• DATA FOR PROCESSING:
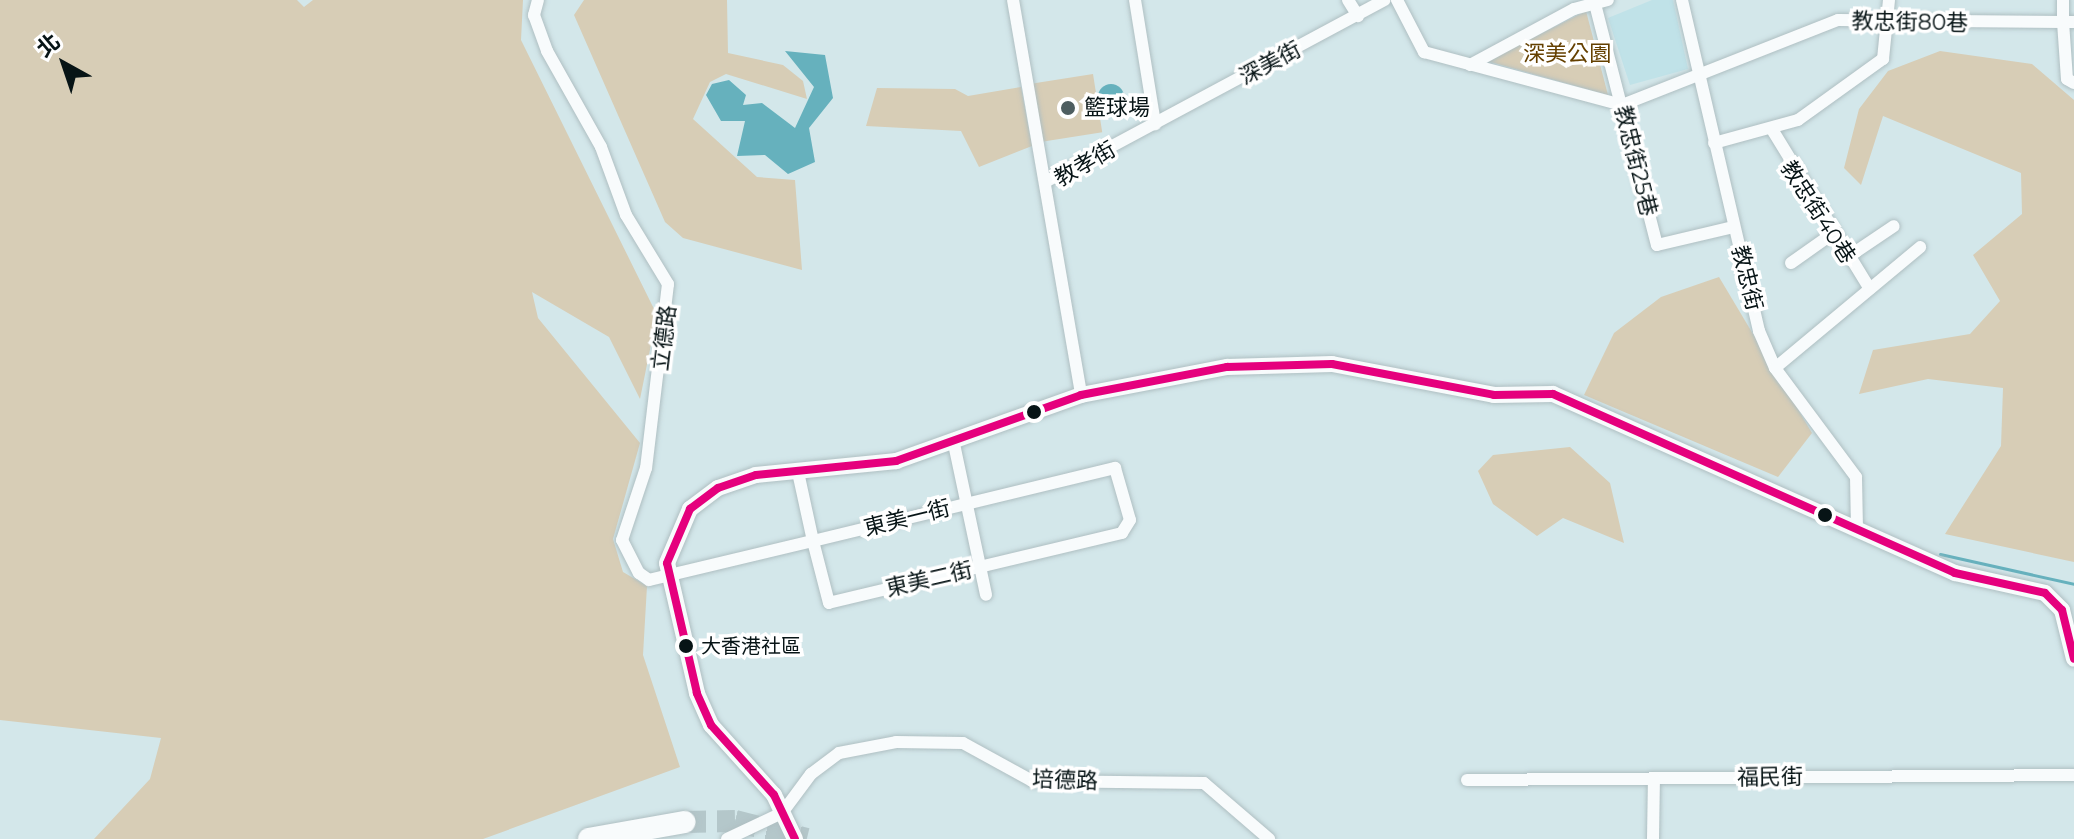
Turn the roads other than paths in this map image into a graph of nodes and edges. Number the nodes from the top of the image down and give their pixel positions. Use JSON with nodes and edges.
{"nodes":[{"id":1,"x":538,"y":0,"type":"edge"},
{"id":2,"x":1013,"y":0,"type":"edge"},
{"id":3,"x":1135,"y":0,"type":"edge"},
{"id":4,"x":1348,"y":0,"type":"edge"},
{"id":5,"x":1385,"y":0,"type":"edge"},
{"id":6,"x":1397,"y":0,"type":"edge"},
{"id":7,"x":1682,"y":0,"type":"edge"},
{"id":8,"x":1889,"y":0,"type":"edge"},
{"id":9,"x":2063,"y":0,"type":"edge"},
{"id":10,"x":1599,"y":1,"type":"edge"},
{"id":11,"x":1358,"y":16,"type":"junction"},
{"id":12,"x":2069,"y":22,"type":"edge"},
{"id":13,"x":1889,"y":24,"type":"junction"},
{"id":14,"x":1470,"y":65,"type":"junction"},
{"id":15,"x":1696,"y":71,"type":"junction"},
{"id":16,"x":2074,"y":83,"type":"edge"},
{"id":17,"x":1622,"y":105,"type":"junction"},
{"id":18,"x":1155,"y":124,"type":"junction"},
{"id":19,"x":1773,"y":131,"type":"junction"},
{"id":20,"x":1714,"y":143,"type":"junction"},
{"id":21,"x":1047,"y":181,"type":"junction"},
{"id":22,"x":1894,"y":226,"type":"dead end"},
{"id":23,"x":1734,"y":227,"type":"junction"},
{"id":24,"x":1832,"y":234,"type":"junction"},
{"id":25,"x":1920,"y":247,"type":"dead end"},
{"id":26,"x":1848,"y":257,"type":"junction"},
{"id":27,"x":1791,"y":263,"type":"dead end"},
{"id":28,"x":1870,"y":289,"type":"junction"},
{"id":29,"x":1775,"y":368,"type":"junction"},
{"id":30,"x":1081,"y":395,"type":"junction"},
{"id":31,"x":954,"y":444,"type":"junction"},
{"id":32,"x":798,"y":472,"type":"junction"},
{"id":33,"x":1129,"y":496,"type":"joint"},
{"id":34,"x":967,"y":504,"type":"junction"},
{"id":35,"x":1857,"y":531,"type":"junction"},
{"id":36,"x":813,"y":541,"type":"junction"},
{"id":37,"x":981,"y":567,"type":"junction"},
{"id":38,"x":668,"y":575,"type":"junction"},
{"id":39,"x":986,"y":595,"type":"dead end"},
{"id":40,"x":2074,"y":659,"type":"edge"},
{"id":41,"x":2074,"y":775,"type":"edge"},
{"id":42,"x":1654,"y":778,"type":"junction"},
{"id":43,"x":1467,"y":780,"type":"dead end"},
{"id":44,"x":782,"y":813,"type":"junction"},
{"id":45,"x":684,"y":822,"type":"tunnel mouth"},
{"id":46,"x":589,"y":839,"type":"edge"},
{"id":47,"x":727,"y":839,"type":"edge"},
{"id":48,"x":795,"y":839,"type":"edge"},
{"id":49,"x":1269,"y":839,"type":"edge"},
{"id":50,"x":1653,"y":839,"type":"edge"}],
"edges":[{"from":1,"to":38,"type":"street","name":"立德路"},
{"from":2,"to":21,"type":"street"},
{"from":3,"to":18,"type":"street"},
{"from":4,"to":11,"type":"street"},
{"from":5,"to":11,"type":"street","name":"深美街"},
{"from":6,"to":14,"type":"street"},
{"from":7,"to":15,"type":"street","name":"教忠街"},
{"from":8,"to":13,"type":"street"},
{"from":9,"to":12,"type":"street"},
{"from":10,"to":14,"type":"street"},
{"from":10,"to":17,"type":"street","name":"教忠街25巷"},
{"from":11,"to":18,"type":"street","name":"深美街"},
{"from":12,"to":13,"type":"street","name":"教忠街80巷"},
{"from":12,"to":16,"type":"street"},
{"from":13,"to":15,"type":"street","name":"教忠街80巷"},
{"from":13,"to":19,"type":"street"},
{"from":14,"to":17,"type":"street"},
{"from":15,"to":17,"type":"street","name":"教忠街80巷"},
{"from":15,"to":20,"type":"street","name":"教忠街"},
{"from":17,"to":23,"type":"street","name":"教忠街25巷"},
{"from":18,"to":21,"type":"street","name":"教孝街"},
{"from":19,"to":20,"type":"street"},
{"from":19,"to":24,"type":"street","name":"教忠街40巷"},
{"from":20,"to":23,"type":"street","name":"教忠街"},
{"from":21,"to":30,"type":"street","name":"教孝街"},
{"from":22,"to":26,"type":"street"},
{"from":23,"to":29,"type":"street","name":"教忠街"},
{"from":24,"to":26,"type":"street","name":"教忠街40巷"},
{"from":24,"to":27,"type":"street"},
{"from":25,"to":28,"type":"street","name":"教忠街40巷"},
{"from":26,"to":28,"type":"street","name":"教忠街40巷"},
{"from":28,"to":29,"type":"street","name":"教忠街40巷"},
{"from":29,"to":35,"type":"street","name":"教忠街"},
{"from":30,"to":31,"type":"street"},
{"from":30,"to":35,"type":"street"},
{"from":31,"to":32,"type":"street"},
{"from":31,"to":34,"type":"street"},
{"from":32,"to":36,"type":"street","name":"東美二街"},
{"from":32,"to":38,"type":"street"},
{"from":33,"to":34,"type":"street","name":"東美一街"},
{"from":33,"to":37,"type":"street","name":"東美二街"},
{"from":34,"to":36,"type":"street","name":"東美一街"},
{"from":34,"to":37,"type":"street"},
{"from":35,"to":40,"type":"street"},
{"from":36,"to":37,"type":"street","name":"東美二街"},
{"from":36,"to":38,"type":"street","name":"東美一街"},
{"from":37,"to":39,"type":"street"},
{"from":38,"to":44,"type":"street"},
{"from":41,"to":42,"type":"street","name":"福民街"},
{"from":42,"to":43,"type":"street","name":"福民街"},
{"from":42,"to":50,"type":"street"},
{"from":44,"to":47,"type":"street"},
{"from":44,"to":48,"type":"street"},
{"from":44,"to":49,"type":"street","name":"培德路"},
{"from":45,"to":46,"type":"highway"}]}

• WHAT IS EXPECTED: Lines of the listing above that include the string "東美一街" should each be copied.

• EXERCISE RESULT:
{"from":33,"to":34,"type":"street","name":"東美一街"},
{"from":34,"to":36,"type":"street","name":"東美一街"},
{"from":36,"to":38,"type":"street","name":"東美一街"},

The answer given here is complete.